If you wish to have us tender any or all of your shares of Common Stock please complete, sign, detach and return to us the instruction form on the reverse side of this letter. An envelope to return to us your instruction form is enclosed. If you authorize the tender of your shares of Common Stock all such shares will be tendered unless otherwise specified on the instruction form.

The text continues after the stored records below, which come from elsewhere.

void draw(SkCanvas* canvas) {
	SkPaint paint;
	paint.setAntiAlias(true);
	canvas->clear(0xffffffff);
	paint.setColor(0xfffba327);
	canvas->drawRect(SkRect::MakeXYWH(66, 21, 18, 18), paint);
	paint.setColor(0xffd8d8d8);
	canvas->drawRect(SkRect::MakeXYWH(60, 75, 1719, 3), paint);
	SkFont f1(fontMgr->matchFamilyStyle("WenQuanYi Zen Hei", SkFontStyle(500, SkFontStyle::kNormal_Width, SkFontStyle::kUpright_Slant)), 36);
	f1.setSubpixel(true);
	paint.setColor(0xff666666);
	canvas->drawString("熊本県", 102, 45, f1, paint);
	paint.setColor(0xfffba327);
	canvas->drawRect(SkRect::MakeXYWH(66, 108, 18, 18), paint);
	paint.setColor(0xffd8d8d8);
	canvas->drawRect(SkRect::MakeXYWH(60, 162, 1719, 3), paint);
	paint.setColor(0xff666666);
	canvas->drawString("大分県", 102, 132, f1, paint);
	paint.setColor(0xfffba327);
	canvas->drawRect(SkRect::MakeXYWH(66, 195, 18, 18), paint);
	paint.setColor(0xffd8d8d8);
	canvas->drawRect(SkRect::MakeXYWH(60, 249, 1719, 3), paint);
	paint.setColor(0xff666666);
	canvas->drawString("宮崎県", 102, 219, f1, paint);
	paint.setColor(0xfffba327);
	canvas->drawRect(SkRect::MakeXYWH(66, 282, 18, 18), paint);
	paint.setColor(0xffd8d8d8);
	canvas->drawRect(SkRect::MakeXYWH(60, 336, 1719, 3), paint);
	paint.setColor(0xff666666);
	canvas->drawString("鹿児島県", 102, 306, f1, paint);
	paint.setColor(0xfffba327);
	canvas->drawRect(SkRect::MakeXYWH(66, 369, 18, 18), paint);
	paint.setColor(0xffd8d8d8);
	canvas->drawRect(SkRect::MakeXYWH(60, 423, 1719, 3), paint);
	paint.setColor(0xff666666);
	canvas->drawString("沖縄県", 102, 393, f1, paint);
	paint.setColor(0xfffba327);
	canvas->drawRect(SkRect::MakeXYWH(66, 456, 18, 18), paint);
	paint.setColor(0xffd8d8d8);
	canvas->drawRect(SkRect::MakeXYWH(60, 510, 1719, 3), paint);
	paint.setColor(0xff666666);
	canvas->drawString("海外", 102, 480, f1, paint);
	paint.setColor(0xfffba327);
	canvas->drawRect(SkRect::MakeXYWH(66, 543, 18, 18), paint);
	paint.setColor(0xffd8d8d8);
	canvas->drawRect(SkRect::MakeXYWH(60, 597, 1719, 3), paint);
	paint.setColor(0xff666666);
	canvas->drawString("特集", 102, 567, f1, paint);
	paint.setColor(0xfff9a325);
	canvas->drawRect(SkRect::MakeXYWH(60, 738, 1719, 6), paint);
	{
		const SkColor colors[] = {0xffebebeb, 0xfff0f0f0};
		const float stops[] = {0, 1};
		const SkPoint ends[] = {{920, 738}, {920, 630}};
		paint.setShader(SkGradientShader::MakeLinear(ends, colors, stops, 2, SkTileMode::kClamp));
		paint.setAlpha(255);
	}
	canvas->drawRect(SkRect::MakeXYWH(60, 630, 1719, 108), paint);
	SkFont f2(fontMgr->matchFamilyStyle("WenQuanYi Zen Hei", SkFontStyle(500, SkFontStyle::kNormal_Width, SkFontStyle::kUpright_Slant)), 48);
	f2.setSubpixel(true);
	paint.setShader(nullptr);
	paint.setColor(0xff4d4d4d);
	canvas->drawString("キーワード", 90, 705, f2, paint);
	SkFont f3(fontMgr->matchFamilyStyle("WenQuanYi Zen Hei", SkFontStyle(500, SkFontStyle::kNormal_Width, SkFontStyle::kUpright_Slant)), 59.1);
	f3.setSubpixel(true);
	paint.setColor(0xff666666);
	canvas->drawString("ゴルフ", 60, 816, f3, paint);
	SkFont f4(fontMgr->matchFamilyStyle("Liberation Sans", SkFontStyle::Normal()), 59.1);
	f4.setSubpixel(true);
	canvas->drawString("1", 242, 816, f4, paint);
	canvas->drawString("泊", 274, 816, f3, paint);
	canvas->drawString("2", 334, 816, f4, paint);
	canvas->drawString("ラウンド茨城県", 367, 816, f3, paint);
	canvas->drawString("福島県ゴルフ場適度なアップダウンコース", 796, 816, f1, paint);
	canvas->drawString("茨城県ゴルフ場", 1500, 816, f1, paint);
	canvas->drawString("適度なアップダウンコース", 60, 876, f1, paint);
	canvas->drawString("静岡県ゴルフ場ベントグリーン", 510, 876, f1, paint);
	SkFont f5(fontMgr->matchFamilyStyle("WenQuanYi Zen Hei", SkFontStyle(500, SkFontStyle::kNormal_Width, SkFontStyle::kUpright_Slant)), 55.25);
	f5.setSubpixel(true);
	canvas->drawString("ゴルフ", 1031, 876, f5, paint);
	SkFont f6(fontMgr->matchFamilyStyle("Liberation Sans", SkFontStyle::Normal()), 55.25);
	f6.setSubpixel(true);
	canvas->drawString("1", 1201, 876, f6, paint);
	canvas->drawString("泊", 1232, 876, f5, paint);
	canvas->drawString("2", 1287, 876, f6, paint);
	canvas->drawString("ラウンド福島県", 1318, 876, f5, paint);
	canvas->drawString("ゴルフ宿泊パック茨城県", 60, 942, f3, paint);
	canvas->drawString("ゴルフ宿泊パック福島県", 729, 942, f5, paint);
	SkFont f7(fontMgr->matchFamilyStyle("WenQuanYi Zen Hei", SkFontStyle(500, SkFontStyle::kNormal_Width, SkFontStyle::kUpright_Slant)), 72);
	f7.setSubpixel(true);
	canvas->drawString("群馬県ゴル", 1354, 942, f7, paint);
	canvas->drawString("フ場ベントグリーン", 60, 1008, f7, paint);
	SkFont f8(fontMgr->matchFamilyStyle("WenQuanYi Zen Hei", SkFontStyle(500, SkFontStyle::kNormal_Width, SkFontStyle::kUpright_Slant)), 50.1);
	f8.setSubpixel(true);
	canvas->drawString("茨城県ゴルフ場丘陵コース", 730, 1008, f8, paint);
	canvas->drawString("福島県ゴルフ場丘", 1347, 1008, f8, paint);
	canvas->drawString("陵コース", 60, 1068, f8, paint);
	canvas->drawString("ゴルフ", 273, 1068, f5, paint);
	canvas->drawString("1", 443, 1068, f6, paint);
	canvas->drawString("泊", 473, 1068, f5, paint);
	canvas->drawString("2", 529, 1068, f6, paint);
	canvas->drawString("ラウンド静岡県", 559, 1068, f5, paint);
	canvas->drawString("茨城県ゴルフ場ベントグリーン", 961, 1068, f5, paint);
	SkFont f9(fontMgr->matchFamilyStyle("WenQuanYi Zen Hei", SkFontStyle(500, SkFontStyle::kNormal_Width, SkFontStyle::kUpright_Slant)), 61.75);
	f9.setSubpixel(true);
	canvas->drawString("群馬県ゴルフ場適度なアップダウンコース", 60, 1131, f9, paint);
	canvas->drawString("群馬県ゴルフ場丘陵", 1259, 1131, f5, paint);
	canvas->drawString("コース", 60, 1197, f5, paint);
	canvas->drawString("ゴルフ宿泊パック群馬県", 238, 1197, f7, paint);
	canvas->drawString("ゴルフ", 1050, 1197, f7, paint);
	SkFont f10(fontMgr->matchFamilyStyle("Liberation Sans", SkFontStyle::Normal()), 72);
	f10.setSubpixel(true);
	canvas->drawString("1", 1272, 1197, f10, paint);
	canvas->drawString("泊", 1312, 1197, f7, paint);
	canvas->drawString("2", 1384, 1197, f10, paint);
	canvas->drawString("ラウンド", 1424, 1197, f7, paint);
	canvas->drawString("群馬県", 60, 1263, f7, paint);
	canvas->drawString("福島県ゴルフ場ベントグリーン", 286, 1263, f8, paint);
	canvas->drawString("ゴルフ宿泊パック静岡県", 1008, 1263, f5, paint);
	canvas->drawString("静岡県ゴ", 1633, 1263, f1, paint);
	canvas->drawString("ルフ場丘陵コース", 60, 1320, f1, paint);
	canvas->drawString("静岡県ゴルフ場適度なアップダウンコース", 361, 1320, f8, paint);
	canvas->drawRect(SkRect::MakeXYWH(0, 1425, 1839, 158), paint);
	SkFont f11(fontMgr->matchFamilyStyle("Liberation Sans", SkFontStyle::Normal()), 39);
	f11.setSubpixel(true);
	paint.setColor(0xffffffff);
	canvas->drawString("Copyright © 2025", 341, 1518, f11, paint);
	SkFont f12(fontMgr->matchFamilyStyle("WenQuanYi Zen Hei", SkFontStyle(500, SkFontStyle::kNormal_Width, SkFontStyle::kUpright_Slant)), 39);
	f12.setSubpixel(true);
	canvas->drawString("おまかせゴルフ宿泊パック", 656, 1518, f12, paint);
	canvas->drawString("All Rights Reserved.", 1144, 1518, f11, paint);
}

Your instruction form should be forwarded to us in ample time to permit us to submit a tender on your behalf by the expiration date of the exchange offer.

 

THE EXCHANGE OFFER AND WITHDRAWAL RIGHTS WILL EXPIRE AT 12:00 MIDNIGHT, NEW YORK CITY TIME, AT THE END OF THE DAY ON [________], 2019, UNLESS THE EXCHANGE OFFER IS EXTENDED OR TERMINATED.

 

2

 

 

Instructions with Respect to

SINO AGRO FOOD, INC. (“SIAF”)

 

Offer to Exchange up to 1,000,000 Shares of our 7% Series G Non-Convertible
Cumulative Redeemable Perpetual Preferred Stock
(Liquidation Preference $40.00 per Share)

 

for

 

Shares of our Common Stock having an aggregate market value of $27.00 per Share
(CUSIP No. 829355 205)

 

The undersigned acknowledge(s) receipt of your letter and the enclosed prospectus dated [_________], 2019 (the “Prospectus”) and the related Letter of Transmittal in connection with the offer by SIAF to exchange up to 1,000,000 Shares of our 7% Series G Non-Convertible Cumulative Redeemable Perpetual Preferred Stock, which we refer to collectively as the “New Preferred Stock.”

 

This instructs you to tender such number of shares of SIAF common stock, $0.001 par value, having an aggregate market value of $27.00, which we refer to collectively as the “Common Stock,” indicated below (or if no number is indicated below, all shares of Common Stock held by you for the account of the undersigned) for each share of New Preferred Stock, upon the terms and subject to the conditions set forth in the Prospectus and in the related Letter of Transmittal furnished to the undersigned.

 

Account Number:  

 

Number of shares of Common Stock to be tendered*:  

 

Dated:                     

 

 
Signature(s)
 
 
Please type or print name(s)
 
 
Please type or print address
 
 
Area Code and Telephone Number
 
 
Tax Identification or Social Security Number(s)
(If you do not have a Tax Identification or Social Security Number, please enter four zeros (0000).)

 

*Unless otherwise indicated, it will be assumed that all shares of Common Stock we hold for your account are to be tendered.

 

PLEASE RETURN THIS FORM TO THE BROKERAGE FIRM MAINTAINING YOUR ACCOUNT, NOT TO THE EXCHANGE AGENT, THE INFORMATION AGENT, THE DEALER-MANAGER OR SINO AGRO FOOD, INC. DELIVERY TO ANY OF SUCH OTHER PERSONS WILL NOT CONSTITUTE A VALID DELIVERY.